As Donald Trump prepares to take office (again), the future of the tax policy that underlies clean energy development in the United States has never been more in doubt. Will the clean energy tax credits survive? What about advanced manufacturing? Or will it just be the electric vehicle credits that get tossed aside?
In any case, one thing seems far closer to certain: Big companies, especially large technology companies, will continue to buy renewable and clean power to fulfill their own sustainability goals and keep up their massively expanding data center operations. For them, speed may be the thing that matters most, and reasonable costs and carbon abatement will have to come along with it.
From 2025 to 2028, Morgan Stanley estimates that there will be 57 gigawatts worth of demand from new data centers, with around 6 gigawatts of that currently under construction, and a substantial shortfall in available power to build everything hyperscale technology companies want. This means that there will be a huge need to buy power, no matter the tax credit situation, which would mean continued upward pressure on prices.
Even before the election, power purchase agreement prices for solar power were creeping up due to tariffs on solar equipment, according to LevelTen Energy. Those will likely be maintained and could be ramped up in the new administration.
“Repeal of the tech neutral tax credits and of the manufacturing production tax credits has the potential to increase PPA prices by almost 40%,” Nidhi Thakar, the senior vice president for policy of the Clean Energy Buyers Association, told me, referring to two of the most powerful provisions of the Inflation Reduction Act. She added that repeal would “essentially have an inflationary effect.”

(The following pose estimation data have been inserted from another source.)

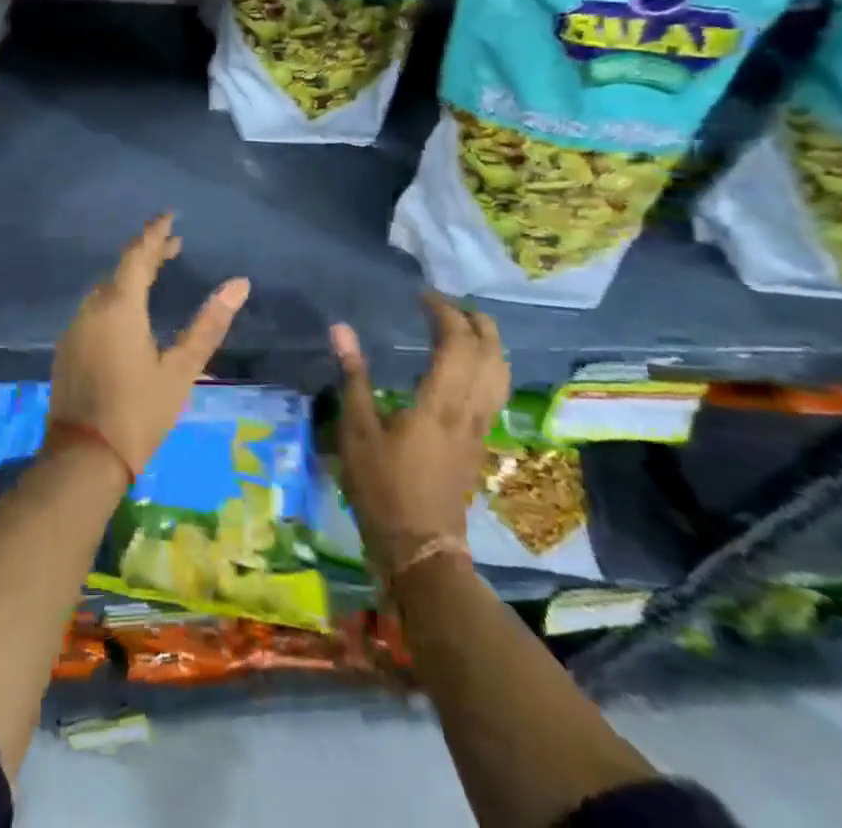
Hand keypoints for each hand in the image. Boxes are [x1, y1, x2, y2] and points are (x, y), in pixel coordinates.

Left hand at [49, 215, 250, 476]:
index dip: (155, 233)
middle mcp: (92, 308)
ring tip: (155, 275)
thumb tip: (239, 284)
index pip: (138, 254)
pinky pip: (94, 309)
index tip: (169, 216)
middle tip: (173, 247)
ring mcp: (75, 327)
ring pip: (105, 290)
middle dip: (147, 254)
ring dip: (130, 277)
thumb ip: (208, 324)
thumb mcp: (181, 369)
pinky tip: (128, 313)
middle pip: (120, 269)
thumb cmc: (139, 412)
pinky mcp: (67, 347)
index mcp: (119, 306)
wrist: (83, 459)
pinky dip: (114, 299)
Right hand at [330, 295, 508, 578]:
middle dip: (476, 321)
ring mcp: (480, 427)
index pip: (458, 343)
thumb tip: (341, 328)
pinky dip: (487, 365)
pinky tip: (465, 367)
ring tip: (462, 327)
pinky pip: (495, 391)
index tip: (423, 296)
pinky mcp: (480, 442)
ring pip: (501, 374)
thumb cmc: (383, 487)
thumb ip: (353, 376)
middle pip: (491, 354)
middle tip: (447, 305)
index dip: (445, 313)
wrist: (420, 547)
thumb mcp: (357, 430)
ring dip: (488, 343)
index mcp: (441, 402)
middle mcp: (469, 409)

“We have this opportunity right now to capture that economic development if we do things right,” Thakar said. “That is going to require having critical policies in place that are going to support the deployment of more clean firm resources on the grid.”
At least so far, the prospect of repeal has not slowed energy procurement among the biggest buyers. This month, Alphabet announced a $20 billion investment plan with Intersect Power and TPG to build carbon-free power near datacenters with the hope of bringing power and data centers online more quickly. Meta, meanwhile, announced earlier in December that it would build a $10 billion data center campus in Northeast Louisiana, complete with gas and renewable power provided by Entergy, the local utility. The project will come with “at least” 1.5 gigawatts of new renewable power, Entergy said; it also filed an application with the Louisiana utilities regulator for over 2 gigawatts of new gas-fired power plants, including two plants adjacent to the data center site, according to S&P Global Commodities Insights.
While a “double digit” increase in power purchase agreement sale prices could result from tax credits vanishing, there is still “more demand for renewable energy than supply for a whole bunch of reasons,” Peter Freed, the former director of energy strategy at Meta and the founding director of the consultancy Near Horizon Group, told me.
“Obviously the tax credits are pretty central to the pricing on projects,” he said.
Freed was enthusiastic about grid technologies that could enhance capacity, but he also acknowledged “it is very likely we’re going to have a variety of compromises that have to be made over the course of next seven, eight, nine years, in terms of how we’re going to accommodate load that’s coming in the cleanest possible way.”
“That probably means we’re seeing more gas built,” he added.
A significant portion of that gas could be built on-site. Anything involving the grid — whether fossil or renewable — involves large investments of cash and time for hyperscalers and developers. “Given the increasing time required to connect to power grids, especially in the U.S., we believe there could be more upcoming ‘off grid’ approaches to powering data centers,” Morgan Stanley analyst Stephen Byrd wrote in a note to clients. “Batteries and smaller gas-fired turbines could be combined with large combined cycle natural gas turbines to provide a robust power source.”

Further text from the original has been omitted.